Deep Reinforcement Learning for Scheduling Uplink IoT Traffic with Strict Deadlines
- Resource Type
- Conference
- Authors
- Robaglia, Benoit-Marie; Destounis, Apostolos; Coupechoux, Marceau; Tsilimantos, Dimitrios
- Source
- 2021 IEEE Global Communications Conference (GLOBECOM) Global Communications Conference, (GLOBECOM) 2021 IEEE. :1-6 Dec, 2021
- Subject
- Communication, Networking and Broadcast Technologies
Performance evaluation
Schedules
Recurrent neural networks
Optimal scheduling
Reinforcement learning
Traffic control
Scheduling
Multiple Access
Reinforcement Learning
Proximal Policy Optimization
POMDP
Internet of Things
Wireless sensor networks
scheduling
- Language
This paper considers the Multiple Access problem where $N$ Internet of Things (IoT) devices share a common wireless medium towards a central Base Station (BS). We propose a Reinforcement Learning (RL) method where the BS is the agent and the devices are part of the environment. A device is allowed to transmit only when the BS decides to schedule it. Besides the information packets, devices send additional messages like the delay or the number of discarded packets since their last transmission. This information is used to design the RL reward function and constitutes the next observation that the agent can use to schedule the next device.

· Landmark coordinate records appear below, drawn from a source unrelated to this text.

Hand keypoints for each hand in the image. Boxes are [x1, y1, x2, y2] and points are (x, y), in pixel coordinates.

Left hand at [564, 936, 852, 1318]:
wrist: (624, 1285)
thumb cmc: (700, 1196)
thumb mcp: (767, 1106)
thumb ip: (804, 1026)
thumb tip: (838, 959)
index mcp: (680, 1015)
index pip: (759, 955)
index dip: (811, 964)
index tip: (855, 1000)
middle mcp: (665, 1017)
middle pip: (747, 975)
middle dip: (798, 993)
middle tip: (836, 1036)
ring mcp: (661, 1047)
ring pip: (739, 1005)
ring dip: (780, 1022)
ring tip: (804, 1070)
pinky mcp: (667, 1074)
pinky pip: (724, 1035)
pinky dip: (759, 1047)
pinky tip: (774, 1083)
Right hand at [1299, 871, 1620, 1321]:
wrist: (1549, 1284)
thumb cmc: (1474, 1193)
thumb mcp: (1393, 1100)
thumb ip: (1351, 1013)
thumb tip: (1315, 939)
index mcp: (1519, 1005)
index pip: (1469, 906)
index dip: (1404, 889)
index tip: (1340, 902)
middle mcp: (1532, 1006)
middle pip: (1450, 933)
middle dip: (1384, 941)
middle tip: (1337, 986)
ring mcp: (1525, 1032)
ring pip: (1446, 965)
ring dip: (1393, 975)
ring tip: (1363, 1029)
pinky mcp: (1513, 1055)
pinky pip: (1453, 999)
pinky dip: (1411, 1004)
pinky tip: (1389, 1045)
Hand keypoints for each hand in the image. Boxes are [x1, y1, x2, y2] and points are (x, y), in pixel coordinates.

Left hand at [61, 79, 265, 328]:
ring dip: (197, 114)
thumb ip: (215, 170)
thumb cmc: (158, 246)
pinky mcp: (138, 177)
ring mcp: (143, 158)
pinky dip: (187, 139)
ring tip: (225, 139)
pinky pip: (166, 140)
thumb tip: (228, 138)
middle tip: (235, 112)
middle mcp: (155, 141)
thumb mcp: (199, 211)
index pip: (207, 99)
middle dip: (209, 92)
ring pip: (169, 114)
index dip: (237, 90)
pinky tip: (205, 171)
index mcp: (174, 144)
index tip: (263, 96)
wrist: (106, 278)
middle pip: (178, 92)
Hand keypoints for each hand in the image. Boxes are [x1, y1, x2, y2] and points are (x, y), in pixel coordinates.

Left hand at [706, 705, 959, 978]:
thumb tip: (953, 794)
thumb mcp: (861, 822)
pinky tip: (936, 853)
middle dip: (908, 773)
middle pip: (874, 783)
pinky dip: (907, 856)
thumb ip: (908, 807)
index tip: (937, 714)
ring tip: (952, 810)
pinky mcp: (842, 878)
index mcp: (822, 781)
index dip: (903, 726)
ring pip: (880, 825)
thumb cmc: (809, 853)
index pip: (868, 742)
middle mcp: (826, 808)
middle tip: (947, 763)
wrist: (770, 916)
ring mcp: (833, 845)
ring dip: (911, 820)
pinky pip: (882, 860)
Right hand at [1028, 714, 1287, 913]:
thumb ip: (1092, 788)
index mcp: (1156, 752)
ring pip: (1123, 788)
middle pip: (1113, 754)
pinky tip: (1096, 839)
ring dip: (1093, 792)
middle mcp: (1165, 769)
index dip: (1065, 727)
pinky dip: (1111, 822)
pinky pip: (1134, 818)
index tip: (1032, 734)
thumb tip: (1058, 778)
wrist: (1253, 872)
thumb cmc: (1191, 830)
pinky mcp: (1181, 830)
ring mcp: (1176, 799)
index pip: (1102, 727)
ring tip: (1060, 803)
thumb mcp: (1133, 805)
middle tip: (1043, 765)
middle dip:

Leveraging RL allows us to learn the sporadic and heterogeneous traffic patterns of the IoT devices and an optimal scheduling policy that maximizes the channel throughput. We adapt the Proximal Policy Optimization (PPO) algorithm with a Recurrent Neural Network (RNN) to handle the partial observability of our problem and exploit the temporal correlations of the users' traffic. We demonstrate the performance of our model through simulations on different number of heterogeneous devices with periodic traffic and individual latency constraints. We show that our RL algorithm outperforms traditional scheduling schemes and distributed medium access algorithms.